That the first Kings were Fathers of Families.

SINCE the time that school divinity began to flourish there hath been a common opinion maintained, as well by divines as by divers other learned men, which affirms,—

"Mankind is naturally endowed and born with freedom from all subjection, and at liberty to choose what form of government it please, and that the power which any one man hath over others was at first bestowed according to the discretion of the multitude."

This tenet was first hatched in the schools, and hath been fostered by all succeeding Papists for good divinity. The divines, also, of the Reformed Churches have entertained it, and the common people everywhere tenderly embrace it as being most plausible to flesh and blood, for that it prodigally distributes a portion of liberty to the meanest of the multitude, who magnify liberty as if the height of human felicity were only to be found in it, never remembering that the desire of liberty was the first cause of the fall of Adam.
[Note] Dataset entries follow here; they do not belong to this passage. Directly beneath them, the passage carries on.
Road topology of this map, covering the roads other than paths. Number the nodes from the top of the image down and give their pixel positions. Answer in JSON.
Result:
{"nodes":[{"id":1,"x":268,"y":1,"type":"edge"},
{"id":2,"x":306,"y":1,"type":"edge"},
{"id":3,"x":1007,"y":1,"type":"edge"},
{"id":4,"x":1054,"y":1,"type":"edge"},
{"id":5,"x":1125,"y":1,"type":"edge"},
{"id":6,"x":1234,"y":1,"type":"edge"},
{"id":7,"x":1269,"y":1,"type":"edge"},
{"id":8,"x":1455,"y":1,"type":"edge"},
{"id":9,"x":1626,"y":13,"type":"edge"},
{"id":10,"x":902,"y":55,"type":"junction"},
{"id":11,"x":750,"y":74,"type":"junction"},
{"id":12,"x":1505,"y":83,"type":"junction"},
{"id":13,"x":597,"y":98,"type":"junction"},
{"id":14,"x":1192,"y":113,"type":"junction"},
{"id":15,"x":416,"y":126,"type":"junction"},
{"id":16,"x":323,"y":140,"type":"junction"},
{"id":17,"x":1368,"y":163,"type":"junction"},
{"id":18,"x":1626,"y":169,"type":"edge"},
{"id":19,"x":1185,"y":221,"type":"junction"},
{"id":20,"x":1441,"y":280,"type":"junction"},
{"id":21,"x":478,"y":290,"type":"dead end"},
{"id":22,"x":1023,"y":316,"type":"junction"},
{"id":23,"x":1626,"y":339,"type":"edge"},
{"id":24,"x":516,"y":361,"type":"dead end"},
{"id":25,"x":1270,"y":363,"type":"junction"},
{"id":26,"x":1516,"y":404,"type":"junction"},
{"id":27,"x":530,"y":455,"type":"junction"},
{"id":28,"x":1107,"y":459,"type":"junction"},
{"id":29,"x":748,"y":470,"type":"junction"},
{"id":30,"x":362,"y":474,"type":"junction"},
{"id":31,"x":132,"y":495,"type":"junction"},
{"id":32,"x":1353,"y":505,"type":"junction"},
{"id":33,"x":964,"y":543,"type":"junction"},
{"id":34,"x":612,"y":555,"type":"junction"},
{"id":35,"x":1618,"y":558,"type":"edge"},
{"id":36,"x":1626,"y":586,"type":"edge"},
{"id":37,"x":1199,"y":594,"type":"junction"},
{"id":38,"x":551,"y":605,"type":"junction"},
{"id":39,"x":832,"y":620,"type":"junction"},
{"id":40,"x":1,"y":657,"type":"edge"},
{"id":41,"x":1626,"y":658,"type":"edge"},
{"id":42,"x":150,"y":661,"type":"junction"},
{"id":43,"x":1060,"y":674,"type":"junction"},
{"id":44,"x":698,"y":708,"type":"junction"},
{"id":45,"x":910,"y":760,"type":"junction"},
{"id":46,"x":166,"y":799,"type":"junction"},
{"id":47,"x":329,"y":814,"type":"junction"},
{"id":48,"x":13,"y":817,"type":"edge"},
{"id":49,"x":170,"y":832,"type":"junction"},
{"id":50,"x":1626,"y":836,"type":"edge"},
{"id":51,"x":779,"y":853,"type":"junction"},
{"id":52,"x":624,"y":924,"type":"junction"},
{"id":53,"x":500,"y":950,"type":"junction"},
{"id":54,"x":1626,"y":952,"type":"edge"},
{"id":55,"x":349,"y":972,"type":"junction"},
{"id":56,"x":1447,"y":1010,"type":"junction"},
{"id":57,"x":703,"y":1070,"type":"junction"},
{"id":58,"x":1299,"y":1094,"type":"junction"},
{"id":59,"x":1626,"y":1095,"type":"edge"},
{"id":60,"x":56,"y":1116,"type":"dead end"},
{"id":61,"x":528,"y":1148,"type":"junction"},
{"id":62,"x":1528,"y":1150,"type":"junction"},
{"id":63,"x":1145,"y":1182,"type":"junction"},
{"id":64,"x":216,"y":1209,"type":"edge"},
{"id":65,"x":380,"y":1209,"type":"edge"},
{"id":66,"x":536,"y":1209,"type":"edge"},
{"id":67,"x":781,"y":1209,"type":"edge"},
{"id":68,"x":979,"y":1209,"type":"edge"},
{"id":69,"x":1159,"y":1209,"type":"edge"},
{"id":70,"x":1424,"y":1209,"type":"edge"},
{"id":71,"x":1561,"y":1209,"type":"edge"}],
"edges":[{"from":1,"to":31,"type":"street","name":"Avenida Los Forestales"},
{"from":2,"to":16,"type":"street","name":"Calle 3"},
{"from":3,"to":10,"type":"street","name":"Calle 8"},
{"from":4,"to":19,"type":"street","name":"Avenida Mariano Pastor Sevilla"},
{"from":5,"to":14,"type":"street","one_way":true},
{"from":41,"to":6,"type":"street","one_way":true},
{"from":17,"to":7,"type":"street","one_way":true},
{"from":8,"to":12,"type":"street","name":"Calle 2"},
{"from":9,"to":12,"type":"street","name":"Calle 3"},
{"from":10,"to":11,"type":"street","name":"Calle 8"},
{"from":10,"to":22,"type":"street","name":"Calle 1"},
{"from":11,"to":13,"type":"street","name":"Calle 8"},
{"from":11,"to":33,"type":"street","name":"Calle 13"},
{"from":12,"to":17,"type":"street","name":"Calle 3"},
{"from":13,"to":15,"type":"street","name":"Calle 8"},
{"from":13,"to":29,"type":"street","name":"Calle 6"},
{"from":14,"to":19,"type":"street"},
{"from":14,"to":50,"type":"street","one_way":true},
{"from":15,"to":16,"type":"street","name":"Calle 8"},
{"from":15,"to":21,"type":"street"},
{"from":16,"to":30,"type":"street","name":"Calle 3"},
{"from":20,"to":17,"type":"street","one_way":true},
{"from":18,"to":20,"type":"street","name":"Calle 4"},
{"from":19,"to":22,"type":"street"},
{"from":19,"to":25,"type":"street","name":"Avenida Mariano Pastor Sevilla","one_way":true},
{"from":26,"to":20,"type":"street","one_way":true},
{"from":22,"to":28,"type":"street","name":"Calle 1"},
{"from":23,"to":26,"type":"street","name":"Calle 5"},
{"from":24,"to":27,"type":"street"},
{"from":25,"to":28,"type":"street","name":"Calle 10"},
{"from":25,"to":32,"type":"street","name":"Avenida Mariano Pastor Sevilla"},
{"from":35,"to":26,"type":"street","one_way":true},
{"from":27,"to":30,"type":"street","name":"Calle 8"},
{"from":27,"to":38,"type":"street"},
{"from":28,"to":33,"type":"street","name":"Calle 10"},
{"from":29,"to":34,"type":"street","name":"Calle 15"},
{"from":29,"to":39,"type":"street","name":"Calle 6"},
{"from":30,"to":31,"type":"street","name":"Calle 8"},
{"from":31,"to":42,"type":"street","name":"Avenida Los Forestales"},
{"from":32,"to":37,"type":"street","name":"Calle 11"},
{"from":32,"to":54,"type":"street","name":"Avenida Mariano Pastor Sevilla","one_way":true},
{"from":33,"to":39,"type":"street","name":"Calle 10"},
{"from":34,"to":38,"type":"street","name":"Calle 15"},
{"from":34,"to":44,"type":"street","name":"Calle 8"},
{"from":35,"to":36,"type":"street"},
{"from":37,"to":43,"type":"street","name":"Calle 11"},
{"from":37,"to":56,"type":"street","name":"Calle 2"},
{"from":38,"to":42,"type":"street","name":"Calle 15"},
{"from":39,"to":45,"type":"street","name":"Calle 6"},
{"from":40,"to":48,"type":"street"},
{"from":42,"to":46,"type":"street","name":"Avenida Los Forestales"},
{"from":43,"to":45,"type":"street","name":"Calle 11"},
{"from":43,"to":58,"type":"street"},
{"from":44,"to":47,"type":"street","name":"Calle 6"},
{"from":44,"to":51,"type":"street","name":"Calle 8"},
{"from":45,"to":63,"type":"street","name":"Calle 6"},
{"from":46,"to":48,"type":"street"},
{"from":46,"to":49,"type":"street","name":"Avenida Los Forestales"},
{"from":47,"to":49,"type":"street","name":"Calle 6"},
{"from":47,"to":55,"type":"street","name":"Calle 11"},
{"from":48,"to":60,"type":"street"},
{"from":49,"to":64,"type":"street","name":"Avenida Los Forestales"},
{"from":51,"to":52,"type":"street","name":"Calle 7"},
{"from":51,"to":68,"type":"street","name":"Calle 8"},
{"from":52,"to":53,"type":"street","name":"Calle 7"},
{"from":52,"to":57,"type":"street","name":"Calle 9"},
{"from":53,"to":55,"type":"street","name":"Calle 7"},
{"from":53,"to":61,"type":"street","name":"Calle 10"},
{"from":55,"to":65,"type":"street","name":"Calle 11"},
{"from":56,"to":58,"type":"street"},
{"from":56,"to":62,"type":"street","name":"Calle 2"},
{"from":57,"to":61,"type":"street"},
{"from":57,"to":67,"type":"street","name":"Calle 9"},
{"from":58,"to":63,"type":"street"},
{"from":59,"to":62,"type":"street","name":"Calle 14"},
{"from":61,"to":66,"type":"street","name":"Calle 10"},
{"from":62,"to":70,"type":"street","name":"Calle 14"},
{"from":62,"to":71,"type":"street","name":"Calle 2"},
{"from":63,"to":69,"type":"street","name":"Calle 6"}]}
But howsoever this vulgar opinion hath of late obtained a great reputation, yet it is not to be found in the ancient fathers and doctors of the primitive Church. It contradicts the doctrine and history of the Holy Scriptures, the constant practice of all ancient monarchies, and the very principles of the law of nature. It is hard to say whether it be more erroneous in divinity or dangerous in policy.

Yet upon the ground of this doctrine, both Jesuits and some other zealous favourers of the Geneva discipline have

built a perilous conclusion, which is, that the people or multitude have power to punish or deprive the prince if he transgress the laws of the kingdom; witness Parsons and Buchanan; the first, under the name of Dolman, in the third chapter of his first book, labours to prove that kings have been lawfully chastised by their commonwealths. The latter, in his book "De jure Regni apud Scotos," maintains a liberty of the people to depose their prince. Cardinal Bellarmine and Calvin both look asquint this way.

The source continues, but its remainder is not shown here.